Tuesday, March 27, 2018

Who Was...

 Sojourner Truth?
https://commons.wikimedia.org/wiki/File:Sojourner_truth_c1870.jpg

“That man. . . says that women need to be helped into carriages, and lifted over ditches, and to have the best place everywhere. Nobody ever helps me into carriages, or over mud puddles, or gives me any best place, and aren’t I a woman?” From speech at Women’s Rights Convention, Akron, OH. [1851]

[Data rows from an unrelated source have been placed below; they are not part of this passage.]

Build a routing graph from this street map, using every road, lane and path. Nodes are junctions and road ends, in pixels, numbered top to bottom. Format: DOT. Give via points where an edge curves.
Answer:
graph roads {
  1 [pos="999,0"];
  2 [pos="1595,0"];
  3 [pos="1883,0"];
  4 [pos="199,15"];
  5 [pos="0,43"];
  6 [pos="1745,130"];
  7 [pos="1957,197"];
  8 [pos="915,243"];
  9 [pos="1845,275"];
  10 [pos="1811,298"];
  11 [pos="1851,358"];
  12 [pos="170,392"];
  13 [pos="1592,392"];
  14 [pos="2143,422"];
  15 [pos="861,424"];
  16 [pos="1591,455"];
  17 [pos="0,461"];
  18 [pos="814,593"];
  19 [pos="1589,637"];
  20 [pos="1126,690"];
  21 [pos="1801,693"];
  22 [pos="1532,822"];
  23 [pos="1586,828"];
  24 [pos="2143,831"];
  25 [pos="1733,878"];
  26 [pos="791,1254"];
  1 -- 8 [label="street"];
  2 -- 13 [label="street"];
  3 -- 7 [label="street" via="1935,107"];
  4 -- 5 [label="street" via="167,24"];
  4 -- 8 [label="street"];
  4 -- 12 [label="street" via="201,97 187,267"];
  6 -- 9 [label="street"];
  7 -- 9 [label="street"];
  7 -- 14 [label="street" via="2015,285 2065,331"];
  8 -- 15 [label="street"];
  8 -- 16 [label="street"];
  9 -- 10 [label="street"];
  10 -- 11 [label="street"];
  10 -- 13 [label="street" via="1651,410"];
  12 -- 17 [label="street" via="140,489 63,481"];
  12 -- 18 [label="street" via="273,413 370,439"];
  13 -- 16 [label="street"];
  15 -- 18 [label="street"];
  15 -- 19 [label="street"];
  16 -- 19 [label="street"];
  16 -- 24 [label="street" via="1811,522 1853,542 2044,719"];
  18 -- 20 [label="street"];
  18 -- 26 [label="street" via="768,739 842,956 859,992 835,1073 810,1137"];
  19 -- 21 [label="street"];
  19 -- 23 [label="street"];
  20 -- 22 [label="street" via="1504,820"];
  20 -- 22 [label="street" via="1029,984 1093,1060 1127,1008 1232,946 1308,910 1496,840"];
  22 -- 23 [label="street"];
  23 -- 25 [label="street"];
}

Ms. Sojourner Truth was born into slavery in New York in the late 18th century. Her first owners spoke Dutch, and that was the language Ms. Truth and her family spoke as well. Before she gained her freedom from slavery (slavery was abolished in New York state on July 4, 1827), Ms. Truth was sold numerous times. Her last master broke his promise of freedom, so Ms. Truth took her infant child and ran away leaving behind her husband and two other children. Ms. Truth learned that one of her children was illegally sold into slavery in Alabama. She fought for her son’s freedom and won. Ms. Truth continued to fight against slavery, prison reform, and for equal suffrage for men and women.  Ms. Truth spoke with President Lincoln and the Michigan state legislature about these causes before she passed away in 1883.The quote above is from a speech she gave at a Women’s Rights Convention in Ohio in 1851. 
______________________
Sources:
Biography.com. (2018, February 27). Sojourner Truth Biography. Retrieved from: https://www.biography.com/people/sojourner-truth-9511284


O’Brien, G., (Ed.). (2012). Bartlett’s Familiar Quotations, 18th ed. New York: Little, Brown and Company. pp. 416.